Thursday, July 19, 2018

Anikiev_Sukretna Machine Learning approach for Natural Language Processing (NLP) text classification problem

Machine Learning approach for Natural Language Processing (NLP) text classification problem

Download: Please download the full article (47 pages) PDF from here:https://1drv.ms/b/s!AvejO2r1DmacgYdbnfzLrJZ-SOxIsA

The purpose of this document is to illustrate the application of Machine Learning approach for Natural Language Processing (NLP) text classification problem. We would like to detail the math apparatus behind Natural Language Processing (NLP) and get the reader comfortable with the numbers. We are also the strong believers in visuals, that’s why in the text of the document we present diagrams for the ease of comprehension, analysis and comparison. This document may help a person passionate about Machine Learning and Document Classification to get started quickly

About authors:
  • Alex Anikiev (LinkedIn) holds Master’s degree in Computer Science and PhD degree in Applied Mathematics from the National University of Ukraine “KPI”, 
Alex is interested in and passionate about Artificial intelligence and Machine Learning, works as Software Architect and lives in Redmond, WA
  • Alena Sukretna (LinkedIn) holds Master’s degree in Computer Science from the National University of Ukraine “KPI” and Nano-degree Data Science and Data Analysis from Udacity,
Alena is interested in and passionate about Artificial intelligence and Machine Learning, currently working as a Freelance Data Scientist and lives in Redmond, WA

Business problem: Say that our customer has (or has access to) a large volume of information (data, documents, etc.) and they would love to be able to categorize the information into certain categories, structure it better, make better sense of it, draw their own meaningful insights from it, etc. Much like what you see on the Bing News web page where Bing is suggesting certain categories of information, for example, “FIFA World Cup”, “Wimbledon”, “U.S.”, “World”, etc. which might interest you

Problem domain: This business problem is likely to fall into the Natural Language Processing (NLP) domain. Natural language processing (NLP) is an area of computer science and artificial intelligence concerned with the interactions between computers and human (natural) languages, in particular how to program computers to process and analyze large amounts of natural language data.
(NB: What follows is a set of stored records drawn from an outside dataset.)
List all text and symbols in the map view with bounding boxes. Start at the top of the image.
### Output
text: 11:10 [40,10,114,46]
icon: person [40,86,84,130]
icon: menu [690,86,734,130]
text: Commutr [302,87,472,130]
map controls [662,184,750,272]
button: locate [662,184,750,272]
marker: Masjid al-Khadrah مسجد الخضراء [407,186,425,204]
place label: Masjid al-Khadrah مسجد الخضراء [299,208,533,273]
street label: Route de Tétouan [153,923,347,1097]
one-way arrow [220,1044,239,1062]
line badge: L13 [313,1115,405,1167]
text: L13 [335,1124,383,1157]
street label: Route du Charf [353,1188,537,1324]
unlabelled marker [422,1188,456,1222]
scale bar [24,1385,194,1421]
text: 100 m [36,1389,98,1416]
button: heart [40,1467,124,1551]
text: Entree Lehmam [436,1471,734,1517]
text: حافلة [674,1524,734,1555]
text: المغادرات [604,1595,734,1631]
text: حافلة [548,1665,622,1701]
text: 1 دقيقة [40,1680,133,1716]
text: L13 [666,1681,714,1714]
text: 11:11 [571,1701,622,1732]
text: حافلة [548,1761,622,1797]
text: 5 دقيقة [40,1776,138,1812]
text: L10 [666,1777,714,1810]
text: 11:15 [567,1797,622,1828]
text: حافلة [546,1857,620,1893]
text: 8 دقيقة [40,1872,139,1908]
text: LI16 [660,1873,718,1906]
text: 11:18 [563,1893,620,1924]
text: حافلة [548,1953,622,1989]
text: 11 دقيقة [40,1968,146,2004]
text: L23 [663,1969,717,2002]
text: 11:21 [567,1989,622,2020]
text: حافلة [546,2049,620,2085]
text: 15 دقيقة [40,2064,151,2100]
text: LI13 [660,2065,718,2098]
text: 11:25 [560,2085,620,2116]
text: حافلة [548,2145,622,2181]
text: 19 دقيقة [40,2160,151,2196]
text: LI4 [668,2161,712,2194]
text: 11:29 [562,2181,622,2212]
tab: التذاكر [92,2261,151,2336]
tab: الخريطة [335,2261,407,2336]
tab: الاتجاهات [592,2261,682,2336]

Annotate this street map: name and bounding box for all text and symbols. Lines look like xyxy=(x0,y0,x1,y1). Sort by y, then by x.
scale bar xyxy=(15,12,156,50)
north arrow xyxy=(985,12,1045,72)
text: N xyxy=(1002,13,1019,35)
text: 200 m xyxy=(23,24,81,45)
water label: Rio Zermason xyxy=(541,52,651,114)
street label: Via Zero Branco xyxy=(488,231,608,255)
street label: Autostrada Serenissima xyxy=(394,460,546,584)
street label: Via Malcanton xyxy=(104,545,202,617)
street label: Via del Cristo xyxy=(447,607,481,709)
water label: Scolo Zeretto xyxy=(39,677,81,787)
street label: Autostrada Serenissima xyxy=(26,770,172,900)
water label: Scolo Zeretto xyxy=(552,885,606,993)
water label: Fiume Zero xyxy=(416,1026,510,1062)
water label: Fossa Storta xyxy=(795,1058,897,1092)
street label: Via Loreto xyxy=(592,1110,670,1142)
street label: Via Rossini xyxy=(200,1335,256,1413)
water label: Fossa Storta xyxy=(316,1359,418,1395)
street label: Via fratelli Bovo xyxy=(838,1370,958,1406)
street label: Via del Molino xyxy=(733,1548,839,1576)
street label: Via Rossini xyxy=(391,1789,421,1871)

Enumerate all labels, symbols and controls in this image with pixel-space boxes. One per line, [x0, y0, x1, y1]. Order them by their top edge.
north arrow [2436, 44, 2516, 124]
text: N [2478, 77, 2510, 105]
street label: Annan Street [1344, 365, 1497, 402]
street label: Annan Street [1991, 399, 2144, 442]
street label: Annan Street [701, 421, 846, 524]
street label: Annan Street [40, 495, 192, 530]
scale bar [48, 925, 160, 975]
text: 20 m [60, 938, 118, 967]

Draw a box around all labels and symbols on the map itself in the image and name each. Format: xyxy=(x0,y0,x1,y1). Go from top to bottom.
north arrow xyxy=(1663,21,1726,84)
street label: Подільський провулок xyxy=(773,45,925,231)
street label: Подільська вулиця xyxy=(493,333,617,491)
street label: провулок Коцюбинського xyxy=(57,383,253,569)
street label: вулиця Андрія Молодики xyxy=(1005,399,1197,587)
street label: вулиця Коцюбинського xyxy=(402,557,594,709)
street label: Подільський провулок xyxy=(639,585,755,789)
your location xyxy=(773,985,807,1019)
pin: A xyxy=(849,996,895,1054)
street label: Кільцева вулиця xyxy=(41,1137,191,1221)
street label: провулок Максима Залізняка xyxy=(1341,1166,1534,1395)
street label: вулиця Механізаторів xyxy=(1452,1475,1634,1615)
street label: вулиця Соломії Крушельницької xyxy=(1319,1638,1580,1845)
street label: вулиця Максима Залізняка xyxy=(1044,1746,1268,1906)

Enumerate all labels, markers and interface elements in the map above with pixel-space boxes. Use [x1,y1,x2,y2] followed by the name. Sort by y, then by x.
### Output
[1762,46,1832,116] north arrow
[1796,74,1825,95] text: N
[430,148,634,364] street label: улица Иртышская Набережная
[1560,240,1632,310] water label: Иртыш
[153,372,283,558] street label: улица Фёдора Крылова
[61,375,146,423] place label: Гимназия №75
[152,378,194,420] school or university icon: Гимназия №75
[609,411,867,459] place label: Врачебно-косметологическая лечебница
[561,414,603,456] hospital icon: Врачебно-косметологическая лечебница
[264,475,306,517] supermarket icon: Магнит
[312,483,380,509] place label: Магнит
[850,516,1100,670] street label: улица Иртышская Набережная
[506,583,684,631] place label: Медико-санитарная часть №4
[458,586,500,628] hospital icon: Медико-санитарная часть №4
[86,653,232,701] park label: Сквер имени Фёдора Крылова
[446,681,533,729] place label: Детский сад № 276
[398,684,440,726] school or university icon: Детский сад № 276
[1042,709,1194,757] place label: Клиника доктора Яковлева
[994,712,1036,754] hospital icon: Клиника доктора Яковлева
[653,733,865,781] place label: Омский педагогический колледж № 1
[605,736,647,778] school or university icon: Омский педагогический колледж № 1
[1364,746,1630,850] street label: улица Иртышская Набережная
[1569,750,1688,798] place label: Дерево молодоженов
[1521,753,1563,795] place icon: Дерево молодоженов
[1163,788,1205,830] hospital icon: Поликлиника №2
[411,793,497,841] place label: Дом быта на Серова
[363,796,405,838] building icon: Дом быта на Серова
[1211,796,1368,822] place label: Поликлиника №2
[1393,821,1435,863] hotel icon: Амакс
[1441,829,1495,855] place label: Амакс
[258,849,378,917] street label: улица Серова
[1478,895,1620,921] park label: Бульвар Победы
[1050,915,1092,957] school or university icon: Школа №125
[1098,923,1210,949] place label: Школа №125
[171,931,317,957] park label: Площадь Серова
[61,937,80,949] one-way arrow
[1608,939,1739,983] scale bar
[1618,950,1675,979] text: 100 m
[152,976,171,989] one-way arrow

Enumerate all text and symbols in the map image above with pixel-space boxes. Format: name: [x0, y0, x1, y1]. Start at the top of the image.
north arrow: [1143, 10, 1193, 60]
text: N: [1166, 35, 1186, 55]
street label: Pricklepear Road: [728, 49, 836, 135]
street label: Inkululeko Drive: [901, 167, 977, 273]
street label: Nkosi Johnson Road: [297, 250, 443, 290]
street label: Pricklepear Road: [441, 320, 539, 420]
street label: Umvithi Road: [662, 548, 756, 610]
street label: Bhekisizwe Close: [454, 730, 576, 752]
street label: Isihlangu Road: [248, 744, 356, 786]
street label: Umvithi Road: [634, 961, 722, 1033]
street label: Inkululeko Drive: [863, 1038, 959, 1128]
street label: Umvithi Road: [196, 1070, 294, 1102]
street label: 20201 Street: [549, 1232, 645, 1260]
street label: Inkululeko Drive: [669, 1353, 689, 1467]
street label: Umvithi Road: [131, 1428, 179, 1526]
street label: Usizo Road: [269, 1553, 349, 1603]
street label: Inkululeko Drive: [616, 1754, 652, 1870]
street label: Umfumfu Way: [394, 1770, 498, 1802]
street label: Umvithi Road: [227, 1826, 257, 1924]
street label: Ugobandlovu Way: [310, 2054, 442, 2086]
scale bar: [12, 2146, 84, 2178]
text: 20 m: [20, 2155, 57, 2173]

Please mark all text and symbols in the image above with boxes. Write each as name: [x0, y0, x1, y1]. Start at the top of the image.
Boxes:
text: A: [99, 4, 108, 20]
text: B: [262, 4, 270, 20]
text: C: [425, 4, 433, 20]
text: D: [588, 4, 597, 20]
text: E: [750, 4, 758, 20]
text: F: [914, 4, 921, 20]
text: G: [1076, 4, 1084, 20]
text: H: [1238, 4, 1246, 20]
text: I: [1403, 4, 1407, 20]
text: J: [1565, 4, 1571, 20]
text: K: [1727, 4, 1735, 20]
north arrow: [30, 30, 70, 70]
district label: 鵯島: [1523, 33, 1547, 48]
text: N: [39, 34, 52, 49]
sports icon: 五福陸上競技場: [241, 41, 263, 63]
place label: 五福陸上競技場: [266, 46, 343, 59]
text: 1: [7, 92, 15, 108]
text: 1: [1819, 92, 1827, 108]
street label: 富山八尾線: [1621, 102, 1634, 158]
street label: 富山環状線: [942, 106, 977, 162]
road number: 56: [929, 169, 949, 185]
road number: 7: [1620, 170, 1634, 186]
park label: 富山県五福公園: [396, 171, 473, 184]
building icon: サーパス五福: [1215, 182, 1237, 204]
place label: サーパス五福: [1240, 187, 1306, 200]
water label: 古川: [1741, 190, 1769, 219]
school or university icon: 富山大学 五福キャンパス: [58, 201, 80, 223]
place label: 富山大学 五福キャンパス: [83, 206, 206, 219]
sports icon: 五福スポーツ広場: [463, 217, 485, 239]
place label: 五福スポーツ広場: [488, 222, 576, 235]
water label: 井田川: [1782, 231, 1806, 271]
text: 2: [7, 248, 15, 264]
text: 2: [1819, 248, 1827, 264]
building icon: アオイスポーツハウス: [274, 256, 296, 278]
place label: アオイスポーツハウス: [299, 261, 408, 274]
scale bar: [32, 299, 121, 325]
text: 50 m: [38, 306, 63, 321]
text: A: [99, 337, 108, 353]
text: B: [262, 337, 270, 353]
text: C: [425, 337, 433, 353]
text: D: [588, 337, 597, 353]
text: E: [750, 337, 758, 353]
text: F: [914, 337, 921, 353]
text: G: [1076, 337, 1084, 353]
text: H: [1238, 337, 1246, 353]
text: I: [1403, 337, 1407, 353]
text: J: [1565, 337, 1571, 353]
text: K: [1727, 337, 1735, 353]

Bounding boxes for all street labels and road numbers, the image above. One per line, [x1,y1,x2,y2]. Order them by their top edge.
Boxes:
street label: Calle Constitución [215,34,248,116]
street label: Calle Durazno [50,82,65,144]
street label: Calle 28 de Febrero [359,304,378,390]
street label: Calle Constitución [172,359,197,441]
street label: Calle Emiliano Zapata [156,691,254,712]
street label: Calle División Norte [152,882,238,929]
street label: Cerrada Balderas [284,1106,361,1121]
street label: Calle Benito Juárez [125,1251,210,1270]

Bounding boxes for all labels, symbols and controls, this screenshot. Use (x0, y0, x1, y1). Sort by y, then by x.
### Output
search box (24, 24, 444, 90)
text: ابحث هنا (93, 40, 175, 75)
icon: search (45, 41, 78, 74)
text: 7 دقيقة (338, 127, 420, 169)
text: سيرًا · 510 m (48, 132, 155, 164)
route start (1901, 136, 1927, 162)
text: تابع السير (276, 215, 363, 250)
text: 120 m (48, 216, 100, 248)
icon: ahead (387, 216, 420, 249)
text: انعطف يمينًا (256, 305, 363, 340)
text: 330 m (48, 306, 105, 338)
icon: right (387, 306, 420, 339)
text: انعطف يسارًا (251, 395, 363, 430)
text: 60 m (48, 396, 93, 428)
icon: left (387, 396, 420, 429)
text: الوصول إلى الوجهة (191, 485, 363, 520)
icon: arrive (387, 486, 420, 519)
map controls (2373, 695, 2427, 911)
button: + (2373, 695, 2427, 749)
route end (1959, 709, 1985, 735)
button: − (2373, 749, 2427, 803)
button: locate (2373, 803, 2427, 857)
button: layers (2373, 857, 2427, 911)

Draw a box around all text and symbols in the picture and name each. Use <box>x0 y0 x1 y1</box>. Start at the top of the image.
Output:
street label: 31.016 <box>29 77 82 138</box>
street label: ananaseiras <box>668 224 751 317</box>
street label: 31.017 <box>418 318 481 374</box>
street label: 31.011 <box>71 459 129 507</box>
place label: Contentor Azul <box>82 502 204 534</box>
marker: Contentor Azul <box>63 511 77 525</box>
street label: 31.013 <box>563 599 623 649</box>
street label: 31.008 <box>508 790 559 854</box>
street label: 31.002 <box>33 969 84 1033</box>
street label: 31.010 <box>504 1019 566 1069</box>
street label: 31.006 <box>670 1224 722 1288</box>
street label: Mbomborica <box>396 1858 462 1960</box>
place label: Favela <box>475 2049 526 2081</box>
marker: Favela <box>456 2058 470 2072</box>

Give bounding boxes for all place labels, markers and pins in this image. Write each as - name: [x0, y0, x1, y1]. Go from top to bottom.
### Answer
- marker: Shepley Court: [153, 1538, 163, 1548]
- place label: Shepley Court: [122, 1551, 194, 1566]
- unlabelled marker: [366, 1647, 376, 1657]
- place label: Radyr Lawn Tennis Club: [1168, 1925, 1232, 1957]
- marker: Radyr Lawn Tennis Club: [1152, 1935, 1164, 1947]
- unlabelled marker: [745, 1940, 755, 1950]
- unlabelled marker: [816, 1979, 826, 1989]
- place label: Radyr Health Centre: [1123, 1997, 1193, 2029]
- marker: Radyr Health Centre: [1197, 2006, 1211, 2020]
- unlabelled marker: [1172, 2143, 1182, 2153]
You can find more information about Natural Language Processing (NLP) in general on Wikipedia here: https://en.wikipedia.org/wiki/Natural_language_processing

Types of problems: There’re numerous problems formulated and known in the Natural Language Processing (NLP) domain. However, for the purposes of this document we’ll mention just a few instead. Namely, Search, Extraction and Classification. Depending on the business problem at hand we may define the right approach to solve the problem. Doing some business problem analysis upfront before start tackling it is proven to always be a good idea. Often the real business problem our client is attempting to solve is a Search problem when the real goal is to effectively and efficiently query and filter the info. Once the problem has been clarified (and re-identified) we may then leverage appropriate tools, for example, Azure Cognitive Services (perhaps, Bing Custom Search), Azure Search or OSS Elastic Search. In case the real problem is an Extraction problem when the data needs to be extracted and relationships between data elements need to be identified and visualized, the approach to extract triples (subject-predicate-object), storing them in a Graph data store and visualize them using a Graph structure for exploration and analysis may yield some very impressive practical results. For these purposes Azure Cosmos DB as No SQL data store along with Resource Description Framework (RDF) or Property Graph may be a perfect choice. Now if we look at the classic Machine Learning problems, Regression, Classification and Clustering, we can project them into the Text Analytics space. An example of Supervised Learning Classification task would be Document classification based on the labelled data. An example of Unsupervised Learning Clustering task would be Topic modeling. There’re also other popular Text Analytics tasks such as, Named Entity Recognition (NER), Keyword extraction, Document summarization, etc. Please note that these tasks may be resolved in multiple ways, either with the help of Azure Cloud services or with Python specialized libraries, etc. Some notable means which help tackling Text Analytics problems include Azure Cognitive Services, Azure ML Studio, specialized Python libraries (Scikit Learn, NLTK, Gensim, Spacy), Azure ML Workbench, Jupyter notebooks, Azure Text Analytics Toolkit

Focus problem: For the purposes of this document we will focus on the Text Classification problem, specifically, Document Classification. Document Classification problem is a Supervised Learning problem which required a labelled data set for training. By other words, if we expect to categorize documents into N different categories, we’ll need to provide the system with enough examples of documents belonging to different categories for the system to learn from and be able to make a reliable prediction for new documents

Types of approaches: To solve the Document Classification problem different approaches can be used. One approach may be Machine Learning (ML) which is more suitable for small and medium size data sets. Another approach may be Deep Learning (DL) using Neural Nets (NN) which is more suitable for medium and large data sets

Focus approach: For the purposes of this document we will focus on Machine Learning (ML) approach for the Document Classification. A good place to start will be to consider using Naïve Bayes and Support Vector Machines (SVM) algorithms to tackle Document Classification problem. These algorithms apply for a single-label classification tasks and their parameters may be fine-tuned to achieve the best results. There’re other algorithms which may be applicable for the task, in the future articles we may consider them as well as multi-label classification task when multiple labels may be assigned to a document at the same time (this will require specific algorithms to be used)  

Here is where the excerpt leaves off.